Mount Desert Island (ME)
Inhabited for at least the past 6000 years, Mount Desert Island was called Pemetic (“the sloping land”) by the Wabanaki people. Samuel de Champlain visited the island in 1604 looking for Norumbega (see October-ganza Day 7 for more info on that) and it was he who gave the island by the name we know it by today, though a more accurate translation for “l’Isle des Monts-déserts” is “Bare Mountain Island”; there is no ‘desert’ here. (There is a ‘desert’ of a sort in Maine – see here for more info.)
French Jesuits established a colony here in 1613 that was raided and destroyed by the English in that same year; for many years the stretch of Maine’s coast between English Bristol in the south and French Acadia in the north was generally unsettled save for scattered French trading posts. After the defeat of the French in Quebec in 1759, France’s colonial claims in North America passed to the British and settlers, mainly from New England, began to settle the area. A settlement was created at Somesville in 1761 and slowly other settlers began to populate the island, a process that accelerated in mid 19th century the island’s reputation for natural beauty drew many of the New England and New Yorks’ wealthiest families who could summer here and build rustic mansions amide the pines. Today the island has a year-round population of about 10,000.
The island is most famous as the home of the Acadia National Park, established as Lafayette National Park in 1919 but renamed Acadia 10 years later. The park is a natural reserve filled with wildlife and points of natural beauty. In large part the creation of the park was spurred on by the Rockefeller family and their fortune, in particular the extensive road system that provides access to the millions who visit every year.

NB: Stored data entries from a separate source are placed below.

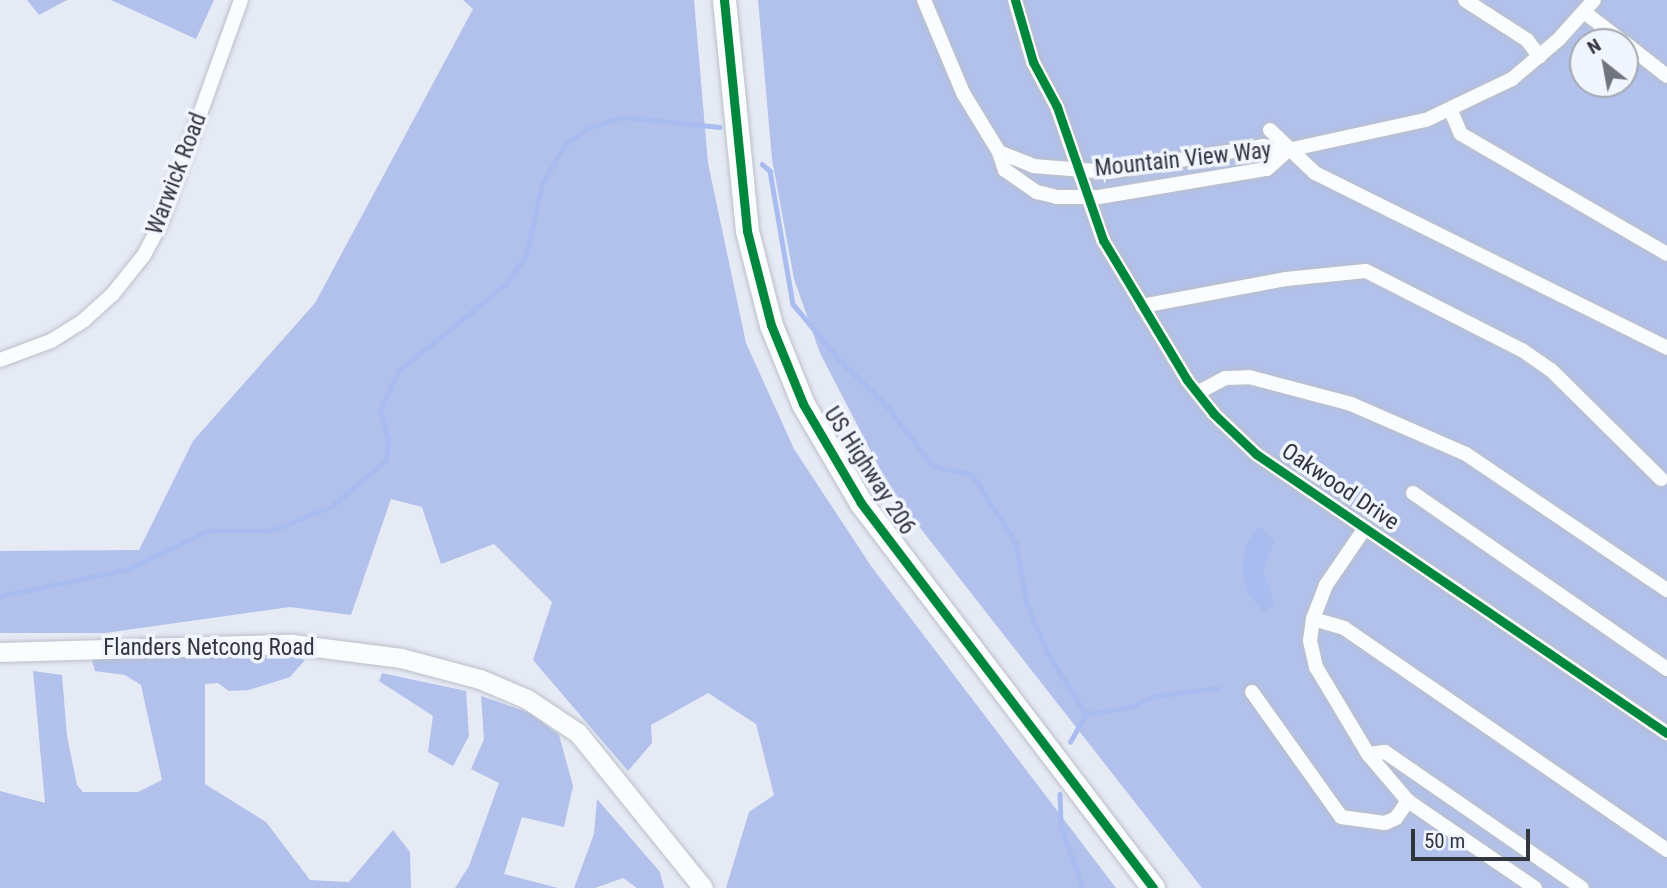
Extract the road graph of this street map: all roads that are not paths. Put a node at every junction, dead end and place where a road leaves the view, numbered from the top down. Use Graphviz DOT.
graph roads {
  1 [pos="241,0"];
  2 [pos="724,0"];
  3 [pos="924,0"];
  4 [pos="1015,0"];
  5 [pos="1465,0"];
  6 [pos="1589,6"];
  7 [pos="1610,28"];
  8 [pos="1639,55"];
  9 [pos="1540,57"];
  10 [pos="1667,76"];
  11 [pos="1451,111"];
  12 [pos="1270,130"];
  13 [pos="1288,150"];
  14 [pos="999,152"];
  15 [pos="1078,170"];
  16 [pos="1085,193"];
  17 [pos="1667,254"];
  18 [pos="1142,306"];
  19 [pos="1667,348"];
  20 [pos="0,360"];
  21 [pos="1197,393"];
  22 [pos="1661,479"];
  23 [pos="1413,493"];
  24 [pos="1365,528"];
  25 [pos="1667,590"];
  26 [pos="1313,619"];
  27 [pos="0,652"];
  28 [pos="1667,669"];
  29 [pos="1252,692"];
  30 [pos="1667,733"];
  31 [pos="1367,754"];
  32 [pos="1408,801"];
  33 [pos="1667,850"];
  34 [pos="704,888"];
  35 [pos="1153,888"];
  36 [pos="1535,888"];
  37 [pos="1582,888"];
  1 -- 20 [label="street, Warwick Road"];
  2 -- 35 [label="highway, US Highway 206"];
  3 -- 14 [label="street, Mountain View Way"];
  4 -- 15 [label="street, Oakwood Drive"];
  5 -- 9 [label="street"];
  6 -- 7 [label="street"];
  6 -- 9 [label="street, Mountain View Way"];
  8 -- 10 [label="street"];
  9 -- 11 [label="street, Mountain View Way"];
  11 -- 13 [label="street, Mountain View Way"];
  11 -- 17 [label="street"];
  12 -- 13 [label="street"];
  13 -- 15 [label="street, Mountain View Way"];
  13 -- 16 [label="street, Mountain View Way"];
  13 -- 19 [label="street"];
  14 -- 15 [label="street, Mountain View Way"];
  14 -- 16 [label="street, Mountain View Way"];
  15 -- 16 [label="street, Oakwood Drive"];
  16 -- 18 [label="street, Oakwood Drive"];
  18 -- 21 [label="street, Oakwood Drive"];
  18 -- 22 [label="street"];
  21 -- 24 [label="street, Oakwood Drive"];
  21 -- 25 [label="street"];
  23 -- 28 [label="street"];
  24 -- 26 [label="street"];
  24 -- 30 [label="street, Oakwood Drive"];
  26 -- 31 [label="street"];
  26 -- 33 [label="street"];
  27 -- 34 [label="main road, Flanders Netcong Road"];
  29 -- 32 [label="street"];
  31 -- 32 [label="street"];
  31 -- 37 [label="street"];
  32 -- 36 [label="street"];
}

Local legends, like on so many other of New England’s islands, claim that Captain Kidd buried his treasure here; ghost stories abound as well.

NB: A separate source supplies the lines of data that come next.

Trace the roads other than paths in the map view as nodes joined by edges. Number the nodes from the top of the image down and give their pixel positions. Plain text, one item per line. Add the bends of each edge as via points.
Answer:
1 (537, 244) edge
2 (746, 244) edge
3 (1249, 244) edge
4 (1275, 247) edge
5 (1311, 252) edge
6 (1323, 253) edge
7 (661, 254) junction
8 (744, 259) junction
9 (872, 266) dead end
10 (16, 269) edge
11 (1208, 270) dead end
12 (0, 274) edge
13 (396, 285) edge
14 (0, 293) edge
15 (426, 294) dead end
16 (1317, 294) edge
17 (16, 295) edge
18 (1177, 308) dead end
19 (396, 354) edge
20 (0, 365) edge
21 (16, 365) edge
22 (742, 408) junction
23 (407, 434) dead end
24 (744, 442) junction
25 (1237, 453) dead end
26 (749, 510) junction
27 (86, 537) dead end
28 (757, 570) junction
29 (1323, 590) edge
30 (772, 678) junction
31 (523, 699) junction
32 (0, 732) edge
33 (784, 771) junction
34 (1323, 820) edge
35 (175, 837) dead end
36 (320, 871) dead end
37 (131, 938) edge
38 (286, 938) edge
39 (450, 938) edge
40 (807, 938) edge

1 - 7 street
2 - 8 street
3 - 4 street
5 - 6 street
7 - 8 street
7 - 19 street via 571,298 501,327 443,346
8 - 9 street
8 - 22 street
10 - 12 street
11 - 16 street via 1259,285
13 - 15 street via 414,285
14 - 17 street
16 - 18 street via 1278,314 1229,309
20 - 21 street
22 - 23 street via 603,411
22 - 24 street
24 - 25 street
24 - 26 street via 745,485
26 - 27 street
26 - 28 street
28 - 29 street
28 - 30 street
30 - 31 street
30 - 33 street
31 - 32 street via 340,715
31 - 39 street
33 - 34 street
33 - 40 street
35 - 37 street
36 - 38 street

Famous for more than being home to the infamous man of countless limericks, Nantucket is the second of Massachusetts’ two largest island. Called Natockete (the precise meaning is unclear, possibly “between the waters” or “distant island”) by its Wampanoag inhabitants. English settlement of the island began in 1659 when the whole of the island was divided between a few dozen shareholders, many of whose families became the island’s leading figures. Quakers were an especially important group on Nantucket, leading some to paint the island as pacifist during the American Revolution and the War of 1812. Even more so than the larger island of Martha’s Vineyard, fishing and especially whaling was central to the Nantucket economy and the collapse of that industry sank the island into a deep recession in the second half of the 19th century. (For reference, the 1830 US census recorded 9012 inhabitants of the island. In 1920, the lowest point, it was 2797.)
This developmental stagnation helped to fuel the island’s reputation as a quaint summering spot, with its colonial architecture and weathered saltbox houses still extant long after they had been razed elsewhere. The island became, especially after the Second World War, a summer holiday spot for the wealthy. While the year round population is nearly 11,000 people (and swells to 50,000) many of the life-long inhabitants complain that they are being priced off the island by wealthy newcomers.

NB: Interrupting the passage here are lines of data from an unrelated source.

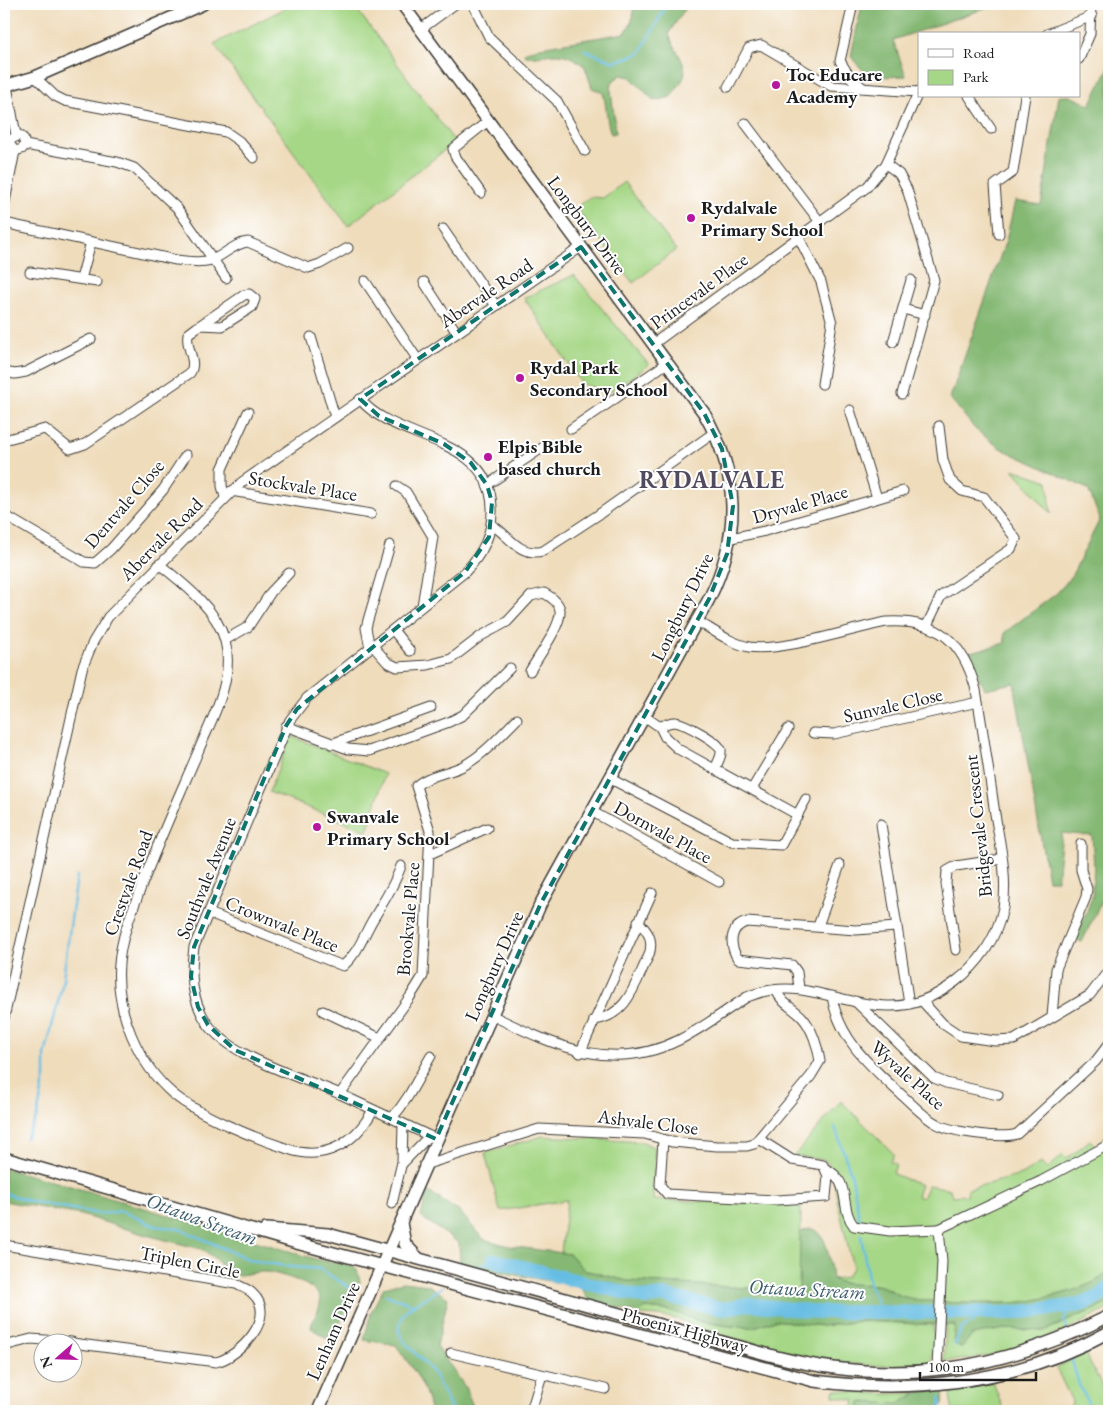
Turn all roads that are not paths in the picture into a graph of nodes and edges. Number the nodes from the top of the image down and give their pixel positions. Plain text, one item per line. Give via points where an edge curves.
1 (202, 4) edge
2 (402, 4) edge
3 (455, 4) edge
4 (473, 4) edge
5 (853, 4) edge
6 (1091, 4) edge
7 (1092, 16) junction
8 (420, 29) junction
9 (1052, 32) edge
10 (1080, 57) edge
11 (35, 77) junction
12 (6, 86) edge
13 (728, 87) dead end
14 (862, 88) junction
15 (918, 91) edge
16 (970, 98) edge
17 (1025, 98) edge
18 (488, 121) junction
19 (745, 123) dead end
20 (991, 129) dead end
21 (10, 138) edge
22 (25, 145) junction
23 (15, 151) junction
24 (585, 151) dead end
25 (254, 158) dead end
26 (886, 164) junction
27 (481, 193) dead end
28 (4, 207) edge
29 (820, 222) junction
30 (4, 223) edge
31 (443, 229) dead end
32 (999, 234) dead end
33 (799, 238) junction
34 (91, 242) junction
35 (205, 246) junction
36 (581, 247) junction
37 (348, 248) dead end
38 (214, 260) junction
39 (199, 262) junction
40 (30, 272) dead end
41 (226, 278) dead end
42 (81, 279) junction
43 (911, 280) dead end
44 (97, 282) dead end
45 (365, 282) dead end
46 (424, 282) dead end
47 (496, 306) junction
48 (903, 309) junction
49 (925, 315) junction
50 (201, 324) junction
51 (457, 333) junction
52 (311, 338) dead end
53 (91, 339) dead end
54 (893, 342) dead end
55 (653, 344) junction
56 (418, 360) junction
57 (667, 362) junction
58 (4, 372) edge
59 (822, 384) dead end
60 (902, 394) dead end
61 (360, 399) junction
62 (850, 410) dead end
63 (248, 412) dead end
64 (334, 417) junction
65 (939, 426) dead end
66 (571, 429) dead end
67 (715, 432) junction
68 (4, 440) edge
69 (545, 446) dead end
70 (186, 455) dead end
71 (487, 485) junction
72 (397, 486) dead end
73 (903, 491) dead end
74 (228, 494) junction
75 (877, 498) junction
76 (371, 514) dead end
77 (4, 515) edge
78 (492, 524) junction
79 (731, 538) junction
80 (390, 546) dead end
81 (159, 564) junction
82 (289, 573) dead end
83 (422, 606) junction
84 (697, 621) junction
85 (927, 625) junction
86 (393, 630) junction
87 (225, 640) junction
88 (371, 647) junction
89 (410, 651) dead end
90 (510, 668) dead end
91 (530, 671) dead end
92 (978, 702) junction
93 (431, 708) dead end
94 (644, 716) junction
95 (517, 719) dead end
96 (286, 726) junction
97 (660, 726) junction
98 (788, 729) dead end
99 (814, 733) dead end
100 (332, 744) junction
101 (715, 769) junction
102 (609, 778) junction
103 (752, 789) junction
104 (806, 799) dead end
105 (591, 811) junction
106 (798, 815) junction
107 (881, 824) dead end
108 (487, 828) dead end
109 (1080, 844) dead end
110 (430, 854) junction
111 (1002, 859) junction
112 (840, 865) dead end
113 (401, 866) dead end
114 (719, 882) dead end
115 (652, 892) dead end
116 (208, 913) junction
117 (638, 921) junction
118 (818, 926) junction
119 (896, 926) junction
120 (956, 950) dead end
121 (1109, 970) edge
122 (799, 988) junction
123 (776, 990) junction
124 (832, 996) junction
125 (855, 1001) junction
126 (922, 1001) junction
127 (908, 1004) junction
128 (324, 1011) dead end
129 (491, 1015) junction
130 (4, 1018) edge
131 (1052, 1018) junction
132 (594, 1020) junction
133 (380, 1038) junction
134 (1109, 1044) edge
135 (580, 1053) junction
136 (431, 1056) dead end
137 (340, 1094) junction
138 (998, 1095) dead end
139 (373, 1110) junction
140 (392, 1118) junction
141 (403, 1124) junction
142 (432, 1138) junction
143 (759, 1139) junction
144 (662, 1140) junction
145 (1108, 1145) dead end
146 (4, 1158) edge
147 (402, 1164) junction
148 (424, 1166) junction
149 (826, 1169) junction
150 (392, 1204) dead end
151 (401, 1219) junction
152 (255, 1229) junction
153 (939, 1230) junction
154 (4, 1244) edge
155 (388, 1251) junction
156 (420, 1261) junction
157 (381, 1265) junction
158 (1109, 1316) edge
159 (1109, 1332) edge
160 (32, 1339) edge
161 (82, 1344) edge
162 (4, 1346) edge
163 (451, 1353) dead end
164 (937, 1369) junction
165 (542, 1375) junction
166 (605, 1389) dead end
167 (58, 1411) edge
168 (63, 1411) edge
169 (318, 1411) edge
170 (531, 1411) edge

1 - 11 main road
2 - 8 main road, Longbury Drive
3 - 8 street
4 - 24 street via 489,37 557,101
5 - 14 street via 840,61 850,78
6 - 7 street
7 - 9 street
7 - 10 street via 1090,34
8 - 18 main road, Longbury Drive
11 - 12 main road
11 - 25 street via 65,101 226,132
12 - 21 street
13 - 14 street via 749,48 761,45 831,86
14 - 15 street
15 - 26 street, Princevale Place
16 - 20 street
17 - 32 street via 1013,172 995,185
18 - 27 street via 453,149
18 - 36 main road, Longbury Drive
19 - 29 street
21 - 22 street via 23,138
21 - 23 street via 11,148
22 - 23 street
22 - 35 street via 134,168 177,208
23 - 28 street
26 - 29 street, Princevale Place via 867,187
26 - 49 street via 899,174 907,189 934,272
29 - 33 street, Princevale Place
30 - 34 street
31 - 47 street
33 - 55 street, Princevale Place
33 - 59 street via 821,282 832,323
34 - 39 street
34 - 42 street
35 - 38 street
35 - 39 street
36 - 47 street, Abervale Road
36 - 55 main road, Longbury Drive
37 - 38 street via 308,268 248,242
38 - 39 street
38 - 41 street
40 - 42 street
42 - 44 street
43 - 48 street
45 - 56 street
46 - 51 street
47 - 51 street, Abervale Road
48 - 49 street
48 - 54 street
49 - 60 street
50 - 50 street via 244,295 249,294 255,299 252,307 222,326
50 - 68 street via 188,334 193,364 190,373 85,444 70,449 45,429
51 - 56 street, Abervale Road
52 - 64 street
53 - 58 street via 26,372
55 - 57 main road, Longbury Drive
56 - 61 street, Abervale Road
57 - 66 street
57 - 67 main road, Longbury Drive
61 - 64 street, Abervale Road
61 - 71 street, Southvale Avenue via 379,416 458,451
62 - 75 street, Dryvale Place
63 - 74 street via 222,469 222,486
64 - 74 street, Abervale Road
65 - 85 street via 943,460 950,480 962,491 984,497 1016,539 1010,549 941,596
67 - 78 street via 543,551 534,554 523,550
67 - 79 main road, Longbury Drive via 731,490
69 - 71 street
70 - 77 street, Dentvale Close via 163,490 95,562 84,562
71 - 78 street, Southvale Avenue via 492,502
72 - 83 street via 406,492 433,537
73 - 75 street, Dryvale Place
74 - 76 street, Stockvale Place
74 - 81 street, Abervale Road
75 - 79 street, Dryvale Place
78 - 83 street, Southvale Avenue via 485,548 476,560
79 - 84 main road, Longbury Drive via 721,574
80 - 88 street via 366,628
81 - 87 street, Crestvale Road via 199,600 216,620
81 - 130 street, Abervale Road via 108,617 86,657
82 - 87 street via 271,592 248,627
83 - 86 street, Southvale Avenue
84 - 85 street, Bridgevale Crescent via 737,643 764,648 886,622
84 - 94 main road, Longbury Drive
85 - 92 street, Bridgevale Crescent via 950,640 961,652 970,668
86 - 88 street, Southvale Avenue
86 - 89 street
87 - 139 street, Crestvale Road via 227,666 220,699 154,854 121,947 119,983 128,1026 147,1063 172,1093 189,1106 286,1149 312,1154 341,1147 360,1130
88 - 91 street via 397,667 428,665 451,659 481,636 507,622 531,596 544,593 556,602 560,610 559,621
88 - 96 street, Southvale Avenue via 307,698
90 - 100 street via 469,710 449,722 369,751
92 - 99 street, Sunvale Close via 834,734
92 - 111 street, Bridgevale Crescent
93 - 100 street
94 - 97 street
94 - 102 main road, Longbury Drive
95 - 110 street, Brookvale Place via 479,755 453,771 418,783 415,788 427,816
96 - 100 street
96 - 116 street, Southvale Avenue
97 - 101 street via 669,742
97 - 101 street via 682,724 718,744 721,756
98 - 103 street
101 - 103 street
102 - 105 main road, Longbury Drive
102 - 106 street via 732,842 781,845
103 - 106 street
104 - 106 street
105 - 114 street, Dornvale Place
105 - 129 main road, Longbury Drive via 541,903
107 - 119 street
108 - 110 street
109 - 131 street via 1086,897 1056,969
110 - 133 street, Brookvale Place via 422,976 417,988
111 - 120 street via 956,866 947,871 945,877
111 - 126 street, Bridgevale Crescent via 1003,907 991,941 965,974
112 - 118 street
113 - 116 street, Crownvale Place via 358,950 343,966
115 - 117 street
116 - 137 street, Southvale Avenue via 194,947 191,977 198,1007 208,1024 235,1050
117 - 132 street
117 - 132 street via 649,934 651,947 648,955 618,1012 606,1019
118 - 119 street via 863,930
118 - 122 street via 748,922 736,927 733,933 732,947 738,958 792,965 797,972
119 - 127 street
121 - 131 street via 1090,995
122 - 123 street, Bridgevale Crescent
122 - 124 street, Bridgevale Crescent
123 - 135 street, Bridgevale Crescent via 747,997 698,1030 664,1047 617,1056
123 - 143 street via 782,1002 802,1017 820,1061
124 - 125 street, Bridgevale Crescent
124 - 134 street, Wyvale Place via 846,1034 864,1061 930,1120 953,1130 1017,1134 1095,1062
125 - 127 street, Bridgevale Crescent via 889,1006
125 - 138 street via 934,1078
126 - 127 street, Bridgevale Crescent
126 - 131 street via 943,1024 961,1036 971,1038 1014,1040
128 - 133 street
129 - 135 street, Bridgevale Crescent
129 - 142 main road, Longbury Drive
132 - 135 street
133 - 137 street, Brookvale Place
136 - 140 street via 412,1092
137 - 139 street, Southvale Avenue
139 - 140 street, Southvale Avenue
140 - 141 street, Southvale Avenue
141 - 142 street, Southvale Avenue
141 - 147 street
142 - 147 street
142 - 148 main road, Longbury Drive
143 - 144 street, Ashvale Close via 754,1144 740,1146
143 - 149 street via 782,1156 817,1163
144 - 148 street, Ashvale Close via 645,1134 539,1130
144 - 149 street via 660,1185 667,1194 776,1200 826,1197
145 - 153 street via 1042,1182
146 - 152 main road, Phoenix Highway
147 - 150 street
148 - 151 main road, Longbury Drive
149 - 153 street via 835,1174 843,1185 848,1217 854,1226 890,1231
151 - 155 main road, Longbury Drive
151 - 156 main road via 404,1244
152 - 155 main road, Phoenix Highway via 328,1234
152 - 157 main road, Phoenix Highway
153 - 164 street via 942,1261
154 - 161 street, Triplen Circle via 236,1284 253,1294 262,1309 261,1320 248,1340 232,1356 216,1362
155 - 156 main road, Phoenix Highway
155 - 157 main road, Longbury Drive
156 - 164 main road, Phoenix Highway via 812,1366 883,1373
157 - 159 main road, Phoenix Highway via 785,1374 849,1385 923,1386 975,1380 1042,1362
157 - 169 main road, Lenham Drive
158 - 164 main road, Phoenix Highway via 1067,1337 1023,1353 969,1366
160 - 162 street, Triplen Circle
163 - 165 street
165 - 166 street
165 - 170 street
167 - 168 street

Nantucket (like Martha’s Vineyard) is said to have been formed by Moshup (we mentioned him back on Day 4), though in Nantucket’s case it was created when he dumped the ashed from his great pipe into the ocean. (Did I mention the bit where he turned all his children into fish? If only there was some way to use that in Call of Cthulhu…) Another Wampanoag legends says that Nantucket is where the giant bird who ravaged Moshup’s children dropped their bones. I am personally fond of Blue Balliett’s Nantucket Ghosts, a ghost story collection that sought out first hand accounts of haunting rather than ‘friend of a friend of friend’ (or more honestly ‘cribbed from other books or wholly made-up’) stories you often get.
- The Elizabeth Islands (MA) – A small chain of island off the southwest side of Cape Cod. Mostly privately owned, with a population of less than 100.
- Aquidneck, Conanicut, and Prudence Island (RI) – The three main islands of Narraganset Bay. Home to famed towns like Newport (among others) and where ‘Rhode Island’ gets its ‘Island’.
- Lake Champlain Islands (VT) – There are about 80 islands (depending on your definition of ‘island’) in Lake Champlain, several of which are inhabited and might secretly be the home of ‘Champy‘.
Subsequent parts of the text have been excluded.